In either case, the later beers sometimes suffer a bit as alcohol kicks in, particularly on higher alcohol brews.
 
Well it looks like you only have 8 minutes to talk about each beer. Maybe space them apart into 2 meetings?

I thought about this. But we already screwed ourselves by having everyone bring them in in July. Whoops.
 
Go buy some of those little 4 oz. dixie cups like you get at a water cooler. 4 oz. is plenty to form an opinion, and doing 15 of those in 2 hours should be a breeze.

My question is how. One at a time and try to "remember" what each tastes like? 10 at a time so you can compare them all in front of you? Etc.? The possibilities are endless and that's where I'm running into a wall.
 
Are you able to sample the beers before the group tasting? I think this would allow you to organize things better. For example you could have stations that highlight specific aspects of the beers. AG vs Extract, High temp fermentation vs low temp fermentation, stations highlighting off-flavors, etc.

Comparing two or three beers to each other would work better I think than trying to compare the whole group.
 
Are you able to sample the beers before the group tasting? I think this would allow you to organize things better. For example you could have stations that highlight specific aspects of the beers. AG vs Extract, High temp fermentation vs low temp fermentation, stations highlighting off-flavors, etc.

Comparing two or three beers to each other would work better I think than trying to compare the whole group.

Nice. We would be coming together for the first time. I've had mine, but that's it.

I like the idea of taking the similar variables and lumping them together one way or another. Thanks.
 
How about three groups of 5 beers. Form three groups of brewers to taste each beer (5-10 mins.). Maybe provide a list of parameters in checklist format (for each beer) to make assessing quicker. Talk about the beers for about 10-15 mins jotting down important notes on each beer.

Once each group is done then rotate to another group.

After 3 rounds you should have enough time for the entire group to talk for about 30-40 mins and compare notes!

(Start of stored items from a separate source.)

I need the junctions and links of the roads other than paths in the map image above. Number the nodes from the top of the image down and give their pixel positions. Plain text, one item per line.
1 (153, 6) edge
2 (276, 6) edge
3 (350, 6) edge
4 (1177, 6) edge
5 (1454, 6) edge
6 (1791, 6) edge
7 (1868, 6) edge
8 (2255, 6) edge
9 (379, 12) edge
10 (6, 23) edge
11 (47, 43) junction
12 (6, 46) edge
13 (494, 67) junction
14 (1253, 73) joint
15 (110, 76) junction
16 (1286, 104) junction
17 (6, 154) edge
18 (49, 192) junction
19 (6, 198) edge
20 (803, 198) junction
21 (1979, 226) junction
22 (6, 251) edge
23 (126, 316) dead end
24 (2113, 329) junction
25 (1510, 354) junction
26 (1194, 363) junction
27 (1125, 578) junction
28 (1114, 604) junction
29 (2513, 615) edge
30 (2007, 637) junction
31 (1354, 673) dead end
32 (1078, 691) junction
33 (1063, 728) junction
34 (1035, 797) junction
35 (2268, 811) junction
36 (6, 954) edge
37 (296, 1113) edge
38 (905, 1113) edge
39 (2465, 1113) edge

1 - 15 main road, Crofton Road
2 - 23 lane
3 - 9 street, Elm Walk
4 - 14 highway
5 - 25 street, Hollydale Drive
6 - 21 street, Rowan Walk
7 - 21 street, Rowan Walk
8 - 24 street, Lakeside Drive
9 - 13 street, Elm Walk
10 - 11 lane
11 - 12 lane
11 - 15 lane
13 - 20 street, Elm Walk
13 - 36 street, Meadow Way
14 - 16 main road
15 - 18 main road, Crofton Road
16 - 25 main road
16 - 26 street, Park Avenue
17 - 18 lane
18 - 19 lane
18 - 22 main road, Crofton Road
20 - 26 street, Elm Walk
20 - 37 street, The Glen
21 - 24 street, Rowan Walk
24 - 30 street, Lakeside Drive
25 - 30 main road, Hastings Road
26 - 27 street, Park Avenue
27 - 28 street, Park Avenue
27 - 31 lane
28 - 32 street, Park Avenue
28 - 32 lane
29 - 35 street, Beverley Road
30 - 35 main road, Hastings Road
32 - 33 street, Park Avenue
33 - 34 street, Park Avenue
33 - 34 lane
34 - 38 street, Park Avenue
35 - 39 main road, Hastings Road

This may not give an in-depth assessment but it could be a good place to start!

Good luck!
 
This is how I would do it.

A. Create a list of specific KPIs (key performance indicators - in this case, the characteristics you want to capture from each tester) with a rating scale ahead of time and have a small sheet they fill out for each beer.
B. The sheet should also include an "Additonal Comments:" section for each tester to fill out.
C. Give each drinker 10 minutes with each beer, should be about 2 hours but probably faster.
D. At the end, analyze the "Additonal Comments:" and see if there were any common themes in the responses and possibly add other KPIs to the list that you can provide responses to based on the comments.
E. If time permits at the end, drink a full beer of the sample you liked best....so all participants bring a few extra of your sample brewski.
F. Send out results for everyone to review and get back together to talk about results, over more homebrews of course.
 
How about three groups of 5 beers. Form three groups of brewers to taste each beer (5-10 mins.). Maybe provide a list of parameters in checklist format (for each beer) to make assessing quicker. Talk about the beers for about 10-15 mins jotting down important notes on each beer.

Once each group is done then rotate to another group.

After 3 rounds you should have enough time for the entire group to talk for about 30-40 mins and compare notes!

This may not give an in-depth assessment but it could be a good place to start!

Good luck!

This sounds like a great way of doing it. Thanks.